Step 1: define an LP for the maximum matching. For every edge $(u,v)\in E$, define a variable $z_{uv}$ whose value is 1 if the edge is in the matching. The LP is:
\begin{align} \text{maximize} && \sum_{(u,v)\in E} z_{uv} && \\ \text{subject to} && \sum_{v\in Y} z_{uv} \leq 1 && \forall u\in X \\ && \sum_{u\in X} z_{uv} \leq 1 && \forall v\in Y \\ && z_{uv}\geq 0 && \forall (u,v)\in E \end{align}
Step 2. Create the dual LP using the recipe:
- Each primal constraint becomes a dual variable - so there is a variable $x_u$ for each $u\in X$ and a variable $y_v$ for each $v\in Y$.

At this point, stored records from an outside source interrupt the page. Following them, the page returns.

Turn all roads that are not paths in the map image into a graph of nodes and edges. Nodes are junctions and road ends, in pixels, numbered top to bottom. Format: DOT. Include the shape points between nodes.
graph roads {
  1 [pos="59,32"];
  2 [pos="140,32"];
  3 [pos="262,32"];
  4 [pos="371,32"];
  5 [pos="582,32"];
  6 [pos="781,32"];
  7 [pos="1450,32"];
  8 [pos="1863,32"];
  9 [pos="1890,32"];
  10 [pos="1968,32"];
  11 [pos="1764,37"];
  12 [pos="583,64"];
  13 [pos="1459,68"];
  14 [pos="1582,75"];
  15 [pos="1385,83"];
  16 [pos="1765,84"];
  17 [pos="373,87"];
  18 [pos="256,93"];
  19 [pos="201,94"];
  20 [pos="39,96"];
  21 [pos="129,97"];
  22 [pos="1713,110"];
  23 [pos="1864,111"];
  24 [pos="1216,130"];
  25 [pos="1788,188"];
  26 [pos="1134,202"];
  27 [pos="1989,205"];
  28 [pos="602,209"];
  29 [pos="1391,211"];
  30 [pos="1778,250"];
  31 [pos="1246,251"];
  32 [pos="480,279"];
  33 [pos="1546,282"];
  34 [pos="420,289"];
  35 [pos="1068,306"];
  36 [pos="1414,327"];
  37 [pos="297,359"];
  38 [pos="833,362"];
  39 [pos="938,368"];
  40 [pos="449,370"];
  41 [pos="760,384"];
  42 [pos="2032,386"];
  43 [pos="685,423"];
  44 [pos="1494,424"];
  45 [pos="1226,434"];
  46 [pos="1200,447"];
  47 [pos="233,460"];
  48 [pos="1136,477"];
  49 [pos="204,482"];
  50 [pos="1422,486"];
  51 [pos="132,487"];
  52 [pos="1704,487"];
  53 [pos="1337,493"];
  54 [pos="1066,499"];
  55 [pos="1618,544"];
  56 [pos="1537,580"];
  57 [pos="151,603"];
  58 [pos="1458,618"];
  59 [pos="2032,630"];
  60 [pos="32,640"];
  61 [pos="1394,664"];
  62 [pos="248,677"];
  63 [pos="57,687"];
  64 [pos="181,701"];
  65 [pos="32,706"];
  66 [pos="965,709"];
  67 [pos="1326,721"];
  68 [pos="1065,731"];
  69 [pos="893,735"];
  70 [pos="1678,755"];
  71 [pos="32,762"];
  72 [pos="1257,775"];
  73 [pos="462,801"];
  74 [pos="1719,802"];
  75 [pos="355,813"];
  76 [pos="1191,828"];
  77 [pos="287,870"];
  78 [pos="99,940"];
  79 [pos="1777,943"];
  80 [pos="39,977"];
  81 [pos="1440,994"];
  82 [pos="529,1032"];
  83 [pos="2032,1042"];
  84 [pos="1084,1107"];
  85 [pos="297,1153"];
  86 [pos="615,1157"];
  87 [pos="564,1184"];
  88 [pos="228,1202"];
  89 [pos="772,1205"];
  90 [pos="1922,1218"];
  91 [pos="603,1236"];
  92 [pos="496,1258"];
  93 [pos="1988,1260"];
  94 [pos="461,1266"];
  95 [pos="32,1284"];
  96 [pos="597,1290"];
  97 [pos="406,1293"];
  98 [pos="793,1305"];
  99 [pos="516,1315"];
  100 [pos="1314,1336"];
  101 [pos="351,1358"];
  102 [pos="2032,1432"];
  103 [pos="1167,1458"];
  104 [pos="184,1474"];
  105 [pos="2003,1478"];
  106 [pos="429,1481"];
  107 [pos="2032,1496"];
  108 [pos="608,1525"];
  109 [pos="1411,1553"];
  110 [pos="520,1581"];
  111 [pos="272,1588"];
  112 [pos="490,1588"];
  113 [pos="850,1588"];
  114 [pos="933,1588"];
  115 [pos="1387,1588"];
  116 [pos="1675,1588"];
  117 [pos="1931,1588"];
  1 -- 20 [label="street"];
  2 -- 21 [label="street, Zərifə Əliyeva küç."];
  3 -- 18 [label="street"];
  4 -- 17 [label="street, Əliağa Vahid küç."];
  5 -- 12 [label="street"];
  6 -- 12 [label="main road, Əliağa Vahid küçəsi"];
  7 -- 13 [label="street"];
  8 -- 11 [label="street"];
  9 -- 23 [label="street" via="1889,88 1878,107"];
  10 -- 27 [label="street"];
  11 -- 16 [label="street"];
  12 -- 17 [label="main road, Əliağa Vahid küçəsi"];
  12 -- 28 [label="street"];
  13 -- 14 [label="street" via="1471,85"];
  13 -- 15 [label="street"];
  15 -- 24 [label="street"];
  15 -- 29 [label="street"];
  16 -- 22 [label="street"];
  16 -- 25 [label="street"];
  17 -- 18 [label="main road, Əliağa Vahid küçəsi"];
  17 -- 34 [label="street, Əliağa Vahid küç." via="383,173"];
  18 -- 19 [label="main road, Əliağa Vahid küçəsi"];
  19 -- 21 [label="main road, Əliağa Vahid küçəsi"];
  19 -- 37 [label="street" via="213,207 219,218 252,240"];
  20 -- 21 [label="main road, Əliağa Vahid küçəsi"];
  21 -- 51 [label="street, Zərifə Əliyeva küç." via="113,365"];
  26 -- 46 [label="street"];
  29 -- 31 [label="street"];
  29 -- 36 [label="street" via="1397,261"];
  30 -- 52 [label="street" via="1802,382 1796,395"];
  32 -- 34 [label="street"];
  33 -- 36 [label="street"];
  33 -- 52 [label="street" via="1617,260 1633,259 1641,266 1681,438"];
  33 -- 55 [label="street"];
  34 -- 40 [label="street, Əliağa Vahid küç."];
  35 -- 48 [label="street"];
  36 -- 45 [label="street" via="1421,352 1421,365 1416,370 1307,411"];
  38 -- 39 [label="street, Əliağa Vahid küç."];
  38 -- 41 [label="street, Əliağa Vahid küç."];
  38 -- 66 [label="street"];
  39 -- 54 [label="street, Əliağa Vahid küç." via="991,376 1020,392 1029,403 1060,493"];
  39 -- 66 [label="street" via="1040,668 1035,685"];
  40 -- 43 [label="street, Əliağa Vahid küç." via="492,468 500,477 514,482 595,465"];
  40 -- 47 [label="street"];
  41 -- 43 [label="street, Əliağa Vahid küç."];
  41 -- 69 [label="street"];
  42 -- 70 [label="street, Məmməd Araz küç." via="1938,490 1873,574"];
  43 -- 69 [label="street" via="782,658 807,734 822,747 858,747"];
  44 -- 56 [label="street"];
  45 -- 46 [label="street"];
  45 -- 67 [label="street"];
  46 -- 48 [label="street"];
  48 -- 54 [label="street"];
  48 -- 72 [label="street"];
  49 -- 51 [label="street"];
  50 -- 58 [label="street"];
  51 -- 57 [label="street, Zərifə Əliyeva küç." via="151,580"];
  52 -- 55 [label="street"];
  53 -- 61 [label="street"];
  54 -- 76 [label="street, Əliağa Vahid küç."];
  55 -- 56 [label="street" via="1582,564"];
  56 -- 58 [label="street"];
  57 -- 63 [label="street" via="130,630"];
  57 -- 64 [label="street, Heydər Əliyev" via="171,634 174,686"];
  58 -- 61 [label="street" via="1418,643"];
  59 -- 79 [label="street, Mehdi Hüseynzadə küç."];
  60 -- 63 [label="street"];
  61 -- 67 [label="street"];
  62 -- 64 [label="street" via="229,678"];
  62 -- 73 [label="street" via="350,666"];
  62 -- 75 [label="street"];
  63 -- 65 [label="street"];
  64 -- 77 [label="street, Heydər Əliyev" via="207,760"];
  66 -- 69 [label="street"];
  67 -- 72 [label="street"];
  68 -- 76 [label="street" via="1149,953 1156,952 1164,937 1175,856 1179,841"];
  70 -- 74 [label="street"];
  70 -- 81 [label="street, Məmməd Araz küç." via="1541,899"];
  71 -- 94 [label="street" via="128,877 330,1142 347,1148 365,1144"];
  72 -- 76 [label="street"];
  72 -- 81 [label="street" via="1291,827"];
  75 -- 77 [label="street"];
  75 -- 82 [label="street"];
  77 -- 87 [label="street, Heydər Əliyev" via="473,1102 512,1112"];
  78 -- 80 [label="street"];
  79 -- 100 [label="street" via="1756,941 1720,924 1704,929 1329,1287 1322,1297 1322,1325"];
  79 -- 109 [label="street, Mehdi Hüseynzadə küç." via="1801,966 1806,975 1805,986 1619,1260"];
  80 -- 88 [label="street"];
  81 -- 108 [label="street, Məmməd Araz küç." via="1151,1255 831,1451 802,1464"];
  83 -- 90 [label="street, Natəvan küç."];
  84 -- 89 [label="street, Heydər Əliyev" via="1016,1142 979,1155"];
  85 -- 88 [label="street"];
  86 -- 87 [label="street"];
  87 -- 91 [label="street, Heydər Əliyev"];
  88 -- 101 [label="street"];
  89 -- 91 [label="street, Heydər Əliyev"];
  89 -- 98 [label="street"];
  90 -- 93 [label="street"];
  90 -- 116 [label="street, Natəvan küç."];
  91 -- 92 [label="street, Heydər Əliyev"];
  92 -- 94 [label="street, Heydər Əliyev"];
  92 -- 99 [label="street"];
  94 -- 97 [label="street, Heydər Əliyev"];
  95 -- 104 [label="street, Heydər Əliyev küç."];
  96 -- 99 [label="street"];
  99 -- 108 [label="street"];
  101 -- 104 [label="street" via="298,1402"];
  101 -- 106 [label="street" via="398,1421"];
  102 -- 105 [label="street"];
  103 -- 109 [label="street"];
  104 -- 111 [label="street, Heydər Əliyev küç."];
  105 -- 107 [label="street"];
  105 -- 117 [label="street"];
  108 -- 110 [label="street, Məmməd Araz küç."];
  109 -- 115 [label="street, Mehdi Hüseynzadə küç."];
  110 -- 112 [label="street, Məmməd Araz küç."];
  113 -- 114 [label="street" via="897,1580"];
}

- The sign of each dual variable is opposite to the sign of its primal constraint - so $x_u\geq 0, y_v\geq 0$.
- The dual objective is minimization, where the coefficient of each dual variable is the number on the right-hand side of its primal constraint - in this case it is always 1. So the objective is "minimize $\sum x_u + \sum y_v$".
- Each primal variable becomes a dual constraint. The coefficient of a dual variable in the dual constraint is the coefficient of its primal variable in its primal constraint. In this case, the coefficient of the dual variable of a node $i$, in the dual constraint of the edge $(j,k)$, should be 1 iff $i=j$ or $i=k$.
- The sign of each dual constraint is the sign of its primal variable.
- All in all, the dual LP is:
\begin{align} \text{minimize} && \sum_{u\in X} x_u + \sum_{v\in Y}y_v && \\ \text{subject to} && x_u + y_v \geq 1 && \forall (u,v)\in E \\ && x_{u}\geq 0, y_v \geq 0 && \forall u\in X, v\in Y \end{align}
The dual LP finds a minimum vertex cover - it minimizes the number of vertices under the constraint that for each edge, at least one of its endpoints is in the cover.
My question is: is this proof valid?
The main thing I am not sure at is that the LP allows fractional variables, while the original problems are integral. What argument should be added to handle this issue?